● TASK
Count the lines below that hold "Avenida". Give the number without comment.

Records from a dataset
* * *

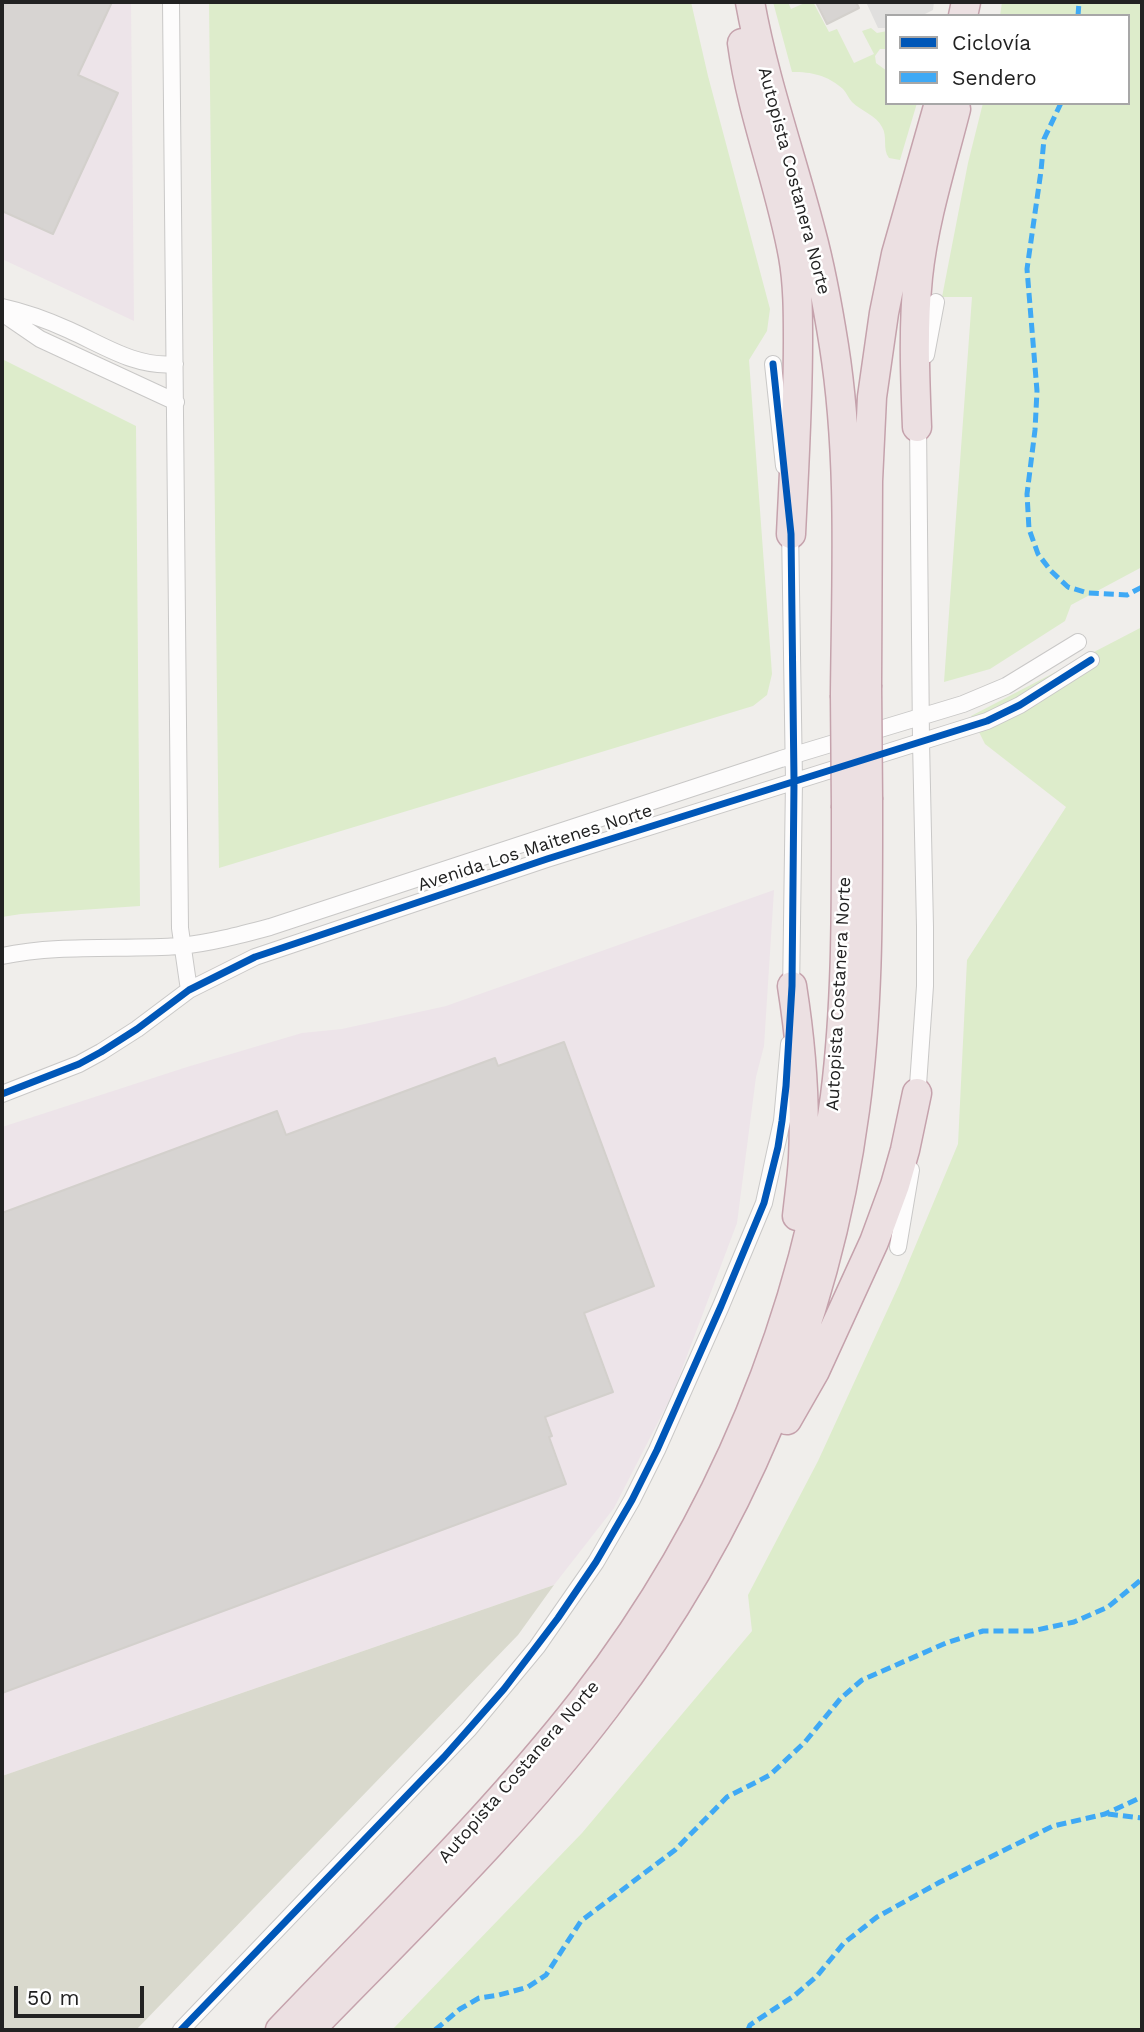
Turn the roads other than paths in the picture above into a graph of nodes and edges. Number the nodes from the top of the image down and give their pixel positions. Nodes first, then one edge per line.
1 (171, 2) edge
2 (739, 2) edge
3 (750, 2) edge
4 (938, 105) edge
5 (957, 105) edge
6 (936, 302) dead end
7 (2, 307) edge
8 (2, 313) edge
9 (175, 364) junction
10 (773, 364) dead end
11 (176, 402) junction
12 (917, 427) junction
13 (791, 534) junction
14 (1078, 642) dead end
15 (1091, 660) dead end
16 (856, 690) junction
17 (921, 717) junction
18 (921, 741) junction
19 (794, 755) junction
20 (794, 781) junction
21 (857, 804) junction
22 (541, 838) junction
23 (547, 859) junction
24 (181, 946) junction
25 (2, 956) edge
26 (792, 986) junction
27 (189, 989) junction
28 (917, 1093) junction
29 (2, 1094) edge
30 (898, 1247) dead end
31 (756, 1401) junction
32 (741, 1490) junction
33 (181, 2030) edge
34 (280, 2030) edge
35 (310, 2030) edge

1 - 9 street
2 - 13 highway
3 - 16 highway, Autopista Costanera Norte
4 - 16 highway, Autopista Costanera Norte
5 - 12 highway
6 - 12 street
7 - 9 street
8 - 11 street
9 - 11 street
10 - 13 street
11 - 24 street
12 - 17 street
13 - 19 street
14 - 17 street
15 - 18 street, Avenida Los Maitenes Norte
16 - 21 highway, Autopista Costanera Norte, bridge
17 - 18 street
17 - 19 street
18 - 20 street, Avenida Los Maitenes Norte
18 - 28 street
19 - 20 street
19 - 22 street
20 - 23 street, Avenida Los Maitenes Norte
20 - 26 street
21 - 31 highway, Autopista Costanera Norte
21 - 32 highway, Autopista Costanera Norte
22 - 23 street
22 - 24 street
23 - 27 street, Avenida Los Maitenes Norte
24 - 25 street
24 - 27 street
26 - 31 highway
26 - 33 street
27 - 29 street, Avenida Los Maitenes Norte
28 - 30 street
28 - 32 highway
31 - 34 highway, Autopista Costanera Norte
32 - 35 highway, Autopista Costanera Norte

* * *

● REPLY
5